Nächster Berg war wieder mal San Leo, diesmal allerdings von der anderen Seite. Vom Fuß des Carpegna aus fuhren wir Richtung Villanova. Gleichmäßig ging es bergauf bei Sonnenschein und gemütlicher EB-Einlage. Oben waren dann alle schon ziemlich breit. Abfahrt über San Leo und gleich über den nächsten Hügel.

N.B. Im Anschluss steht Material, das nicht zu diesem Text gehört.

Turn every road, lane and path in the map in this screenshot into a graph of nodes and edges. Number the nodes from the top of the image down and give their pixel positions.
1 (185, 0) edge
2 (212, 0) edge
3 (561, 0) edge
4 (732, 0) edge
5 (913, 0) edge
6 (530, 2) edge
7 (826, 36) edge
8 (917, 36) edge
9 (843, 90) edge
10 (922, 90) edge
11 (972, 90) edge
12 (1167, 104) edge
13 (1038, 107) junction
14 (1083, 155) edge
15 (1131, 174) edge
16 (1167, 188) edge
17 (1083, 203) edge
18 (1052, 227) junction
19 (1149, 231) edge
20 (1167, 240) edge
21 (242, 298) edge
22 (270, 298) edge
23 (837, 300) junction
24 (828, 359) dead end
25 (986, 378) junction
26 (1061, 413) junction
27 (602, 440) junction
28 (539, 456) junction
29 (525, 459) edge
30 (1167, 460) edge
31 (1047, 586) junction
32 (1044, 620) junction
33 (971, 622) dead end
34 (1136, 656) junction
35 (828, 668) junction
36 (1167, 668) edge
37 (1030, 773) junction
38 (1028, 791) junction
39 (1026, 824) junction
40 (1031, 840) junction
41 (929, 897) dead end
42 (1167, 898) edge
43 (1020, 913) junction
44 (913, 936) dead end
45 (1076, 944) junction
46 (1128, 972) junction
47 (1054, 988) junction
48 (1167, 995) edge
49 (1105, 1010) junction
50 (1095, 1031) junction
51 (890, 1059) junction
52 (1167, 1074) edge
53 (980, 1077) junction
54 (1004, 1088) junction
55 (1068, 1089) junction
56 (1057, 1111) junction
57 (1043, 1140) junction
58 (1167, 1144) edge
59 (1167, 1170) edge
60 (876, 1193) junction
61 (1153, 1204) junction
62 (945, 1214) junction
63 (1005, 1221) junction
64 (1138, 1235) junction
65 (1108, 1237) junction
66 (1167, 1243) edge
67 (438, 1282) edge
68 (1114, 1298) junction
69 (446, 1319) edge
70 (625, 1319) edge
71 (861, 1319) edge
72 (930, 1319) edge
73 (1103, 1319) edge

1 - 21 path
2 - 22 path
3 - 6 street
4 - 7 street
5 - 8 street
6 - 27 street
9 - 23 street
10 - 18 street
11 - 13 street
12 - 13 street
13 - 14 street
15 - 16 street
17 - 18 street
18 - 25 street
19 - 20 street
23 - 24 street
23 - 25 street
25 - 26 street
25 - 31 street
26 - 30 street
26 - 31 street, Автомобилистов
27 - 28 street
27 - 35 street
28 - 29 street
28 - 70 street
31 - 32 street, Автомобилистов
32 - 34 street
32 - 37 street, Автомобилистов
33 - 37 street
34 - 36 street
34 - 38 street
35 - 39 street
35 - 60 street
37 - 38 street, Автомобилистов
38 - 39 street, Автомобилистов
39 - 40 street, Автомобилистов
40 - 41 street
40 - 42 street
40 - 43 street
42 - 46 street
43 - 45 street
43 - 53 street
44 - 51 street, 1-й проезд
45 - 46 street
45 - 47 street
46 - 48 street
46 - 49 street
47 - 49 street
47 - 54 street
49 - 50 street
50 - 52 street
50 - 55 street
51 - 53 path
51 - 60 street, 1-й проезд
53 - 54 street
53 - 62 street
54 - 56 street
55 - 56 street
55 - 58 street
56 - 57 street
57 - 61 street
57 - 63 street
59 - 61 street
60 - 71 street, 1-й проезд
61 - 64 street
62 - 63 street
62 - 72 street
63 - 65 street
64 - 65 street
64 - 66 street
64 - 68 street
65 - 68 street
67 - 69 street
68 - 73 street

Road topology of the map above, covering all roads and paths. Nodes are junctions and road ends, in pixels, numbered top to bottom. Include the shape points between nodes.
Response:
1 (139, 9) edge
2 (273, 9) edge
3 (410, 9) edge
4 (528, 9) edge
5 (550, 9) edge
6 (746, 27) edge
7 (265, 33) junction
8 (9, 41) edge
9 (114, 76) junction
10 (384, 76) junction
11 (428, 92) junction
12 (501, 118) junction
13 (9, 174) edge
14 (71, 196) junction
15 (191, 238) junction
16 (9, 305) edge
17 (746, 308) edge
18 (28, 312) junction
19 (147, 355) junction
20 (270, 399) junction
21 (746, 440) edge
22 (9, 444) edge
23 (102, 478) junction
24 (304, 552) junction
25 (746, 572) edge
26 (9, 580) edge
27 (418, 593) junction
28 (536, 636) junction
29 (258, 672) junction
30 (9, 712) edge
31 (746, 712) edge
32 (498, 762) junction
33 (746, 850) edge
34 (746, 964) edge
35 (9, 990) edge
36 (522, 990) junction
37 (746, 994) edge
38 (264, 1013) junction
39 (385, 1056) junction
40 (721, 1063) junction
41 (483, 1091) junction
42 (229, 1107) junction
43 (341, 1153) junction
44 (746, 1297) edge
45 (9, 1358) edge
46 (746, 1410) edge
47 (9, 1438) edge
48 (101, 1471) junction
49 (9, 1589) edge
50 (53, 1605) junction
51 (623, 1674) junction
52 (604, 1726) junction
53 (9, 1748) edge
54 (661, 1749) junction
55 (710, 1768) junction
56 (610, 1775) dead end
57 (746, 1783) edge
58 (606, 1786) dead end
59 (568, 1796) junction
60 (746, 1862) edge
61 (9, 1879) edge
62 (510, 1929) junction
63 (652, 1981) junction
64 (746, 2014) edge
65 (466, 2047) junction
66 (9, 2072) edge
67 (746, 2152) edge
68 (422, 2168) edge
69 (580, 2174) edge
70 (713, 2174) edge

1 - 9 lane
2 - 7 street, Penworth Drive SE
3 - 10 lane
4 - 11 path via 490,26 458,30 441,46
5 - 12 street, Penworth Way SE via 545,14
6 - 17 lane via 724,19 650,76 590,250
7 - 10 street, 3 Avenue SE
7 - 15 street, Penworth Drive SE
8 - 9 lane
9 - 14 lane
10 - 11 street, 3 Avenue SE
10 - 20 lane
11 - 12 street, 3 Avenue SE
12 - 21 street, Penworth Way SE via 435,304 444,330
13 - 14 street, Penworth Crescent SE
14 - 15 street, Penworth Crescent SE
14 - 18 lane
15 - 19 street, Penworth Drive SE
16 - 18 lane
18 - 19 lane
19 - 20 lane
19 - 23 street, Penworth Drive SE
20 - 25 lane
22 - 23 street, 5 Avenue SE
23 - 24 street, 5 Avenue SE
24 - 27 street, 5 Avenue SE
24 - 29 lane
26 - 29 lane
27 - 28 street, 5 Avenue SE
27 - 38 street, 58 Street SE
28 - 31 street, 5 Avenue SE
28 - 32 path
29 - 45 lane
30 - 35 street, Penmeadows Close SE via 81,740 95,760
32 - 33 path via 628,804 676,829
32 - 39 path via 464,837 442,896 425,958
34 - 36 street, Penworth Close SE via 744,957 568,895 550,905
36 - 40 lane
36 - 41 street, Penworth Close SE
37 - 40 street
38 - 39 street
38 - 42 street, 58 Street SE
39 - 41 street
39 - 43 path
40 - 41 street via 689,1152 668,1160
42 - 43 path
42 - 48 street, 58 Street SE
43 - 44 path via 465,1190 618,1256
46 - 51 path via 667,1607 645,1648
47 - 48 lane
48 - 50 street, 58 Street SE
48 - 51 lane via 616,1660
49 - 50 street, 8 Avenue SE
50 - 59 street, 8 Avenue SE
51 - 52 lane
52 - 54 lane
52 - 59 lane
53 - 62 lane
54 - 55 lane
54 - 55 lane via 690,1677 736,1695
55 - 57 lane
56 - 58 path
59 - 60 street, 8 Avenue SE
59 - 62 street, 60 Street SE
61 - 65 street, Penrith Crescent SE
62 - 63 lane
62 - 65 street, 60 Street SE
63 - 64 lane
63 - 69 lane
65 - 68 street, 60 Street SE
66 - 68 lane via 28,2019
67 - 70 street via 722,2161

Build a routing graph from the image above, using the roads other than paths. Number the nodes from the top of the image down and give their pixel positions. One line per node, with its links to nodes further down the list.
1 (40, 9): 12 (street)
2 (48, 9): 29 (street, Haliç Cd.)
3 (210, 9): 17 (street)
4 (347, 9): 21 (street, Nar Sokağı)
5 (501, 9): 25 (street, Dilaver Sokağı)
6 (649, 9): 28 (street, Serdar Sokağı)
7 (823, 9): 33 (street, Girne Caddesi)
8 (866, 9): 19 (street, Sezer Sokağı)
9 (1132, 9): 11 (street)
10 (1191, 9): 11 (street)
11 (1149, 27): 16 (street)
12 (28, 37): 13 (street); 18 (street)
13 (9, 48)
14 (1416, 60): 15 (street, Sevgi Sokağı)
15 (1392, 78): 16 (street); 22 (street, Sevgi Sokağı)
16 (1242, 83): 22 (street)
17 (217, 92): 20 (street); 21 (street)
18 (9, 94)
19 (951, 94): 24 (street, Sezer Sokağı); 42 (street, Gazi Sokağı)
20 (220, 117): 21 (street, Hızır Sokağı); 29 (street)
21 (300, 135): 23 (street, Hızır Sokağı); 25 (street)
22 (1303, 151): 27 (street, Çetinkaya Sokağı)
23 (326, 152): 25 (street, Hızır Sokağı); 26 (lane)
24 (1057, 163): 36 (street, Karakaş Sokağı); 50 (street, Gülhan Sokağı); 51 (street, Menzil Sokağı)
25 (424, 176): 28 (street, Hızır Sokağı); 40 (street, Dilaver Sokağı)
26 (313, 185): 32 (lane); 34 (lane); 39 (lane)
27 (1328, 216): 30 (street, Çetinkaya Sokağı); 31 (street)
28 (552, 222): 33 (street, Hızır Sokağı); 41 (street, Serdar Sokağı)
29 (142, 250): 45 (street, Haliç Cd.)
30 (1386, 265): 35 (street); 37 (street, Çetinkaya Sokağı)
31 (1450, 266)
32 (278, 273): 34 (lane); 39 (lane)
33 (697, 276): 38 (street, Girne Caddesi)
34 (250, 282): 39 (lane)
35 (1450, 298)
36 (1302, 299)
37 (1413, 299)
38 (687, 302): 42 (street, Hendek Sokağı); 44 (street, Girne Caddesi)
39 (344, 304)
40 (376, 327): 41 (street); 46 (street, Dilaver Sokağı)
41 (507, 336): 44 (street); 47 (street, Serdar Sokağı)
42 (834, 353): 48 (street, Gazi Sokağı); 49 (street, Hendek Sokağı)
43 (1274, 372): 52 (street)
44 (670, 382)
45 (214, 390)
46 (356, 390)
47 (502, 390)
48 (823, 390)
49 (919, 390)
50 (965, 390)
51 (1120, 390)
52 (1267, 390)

Den Il Grillo bezwangen wir wieder mit Leichtigkeit. Erneut ging es runter nach Ponte dell’Uso und sofort stand der nächste Berg an. Der Montetiffi stellte sich als ein zähes Ding heraus. Spruch des Tages vom Chris im Anstieg des Montetiffi : „Es geht zu Ende.“ Wir würgten uns nach oben durch und stellten fest, daß es nicht mehr der kürzeste Weg nach Hause war. Nach einem weiteren Anstieg waren alle total fertig und wir fuhren in die letzte Abfahrt. Auf dieser wurde noch die Festigkeit der Felgen und der Grip von Baustellenkies getestet, dann waren wir unten.

Die Rückfahrt war relativ komfortabel, da uns eine Italiener-Gruppe aufrollte. Wir hängten uns also hinten rein und ließen uns ziehen. Der Fahrstil ließ allerdings sehr zu wünschen übrig. Mist, wenn die C-Fahrer in den kommenden Rennen auch so wackeln, dann haben wir ein Problem. Fazit: 6,5 h und total blau.

 

9.3.2003: Abreise
Noch mal 3,25 h G1 heute. Jeder von Gruppe 1 war allerdings schon ziemlich am Ende, unser Verletzter allerdings noch nicht. Der fuhr wie ein Bekloppter und hatte keine Schmerzen mehr. Die Rückfahrt erfolgte wieder mit derselben Besetzung und es gab nichts Spektakuläres, außer daß wir uns bankrott über den Brennerpass retten mußten.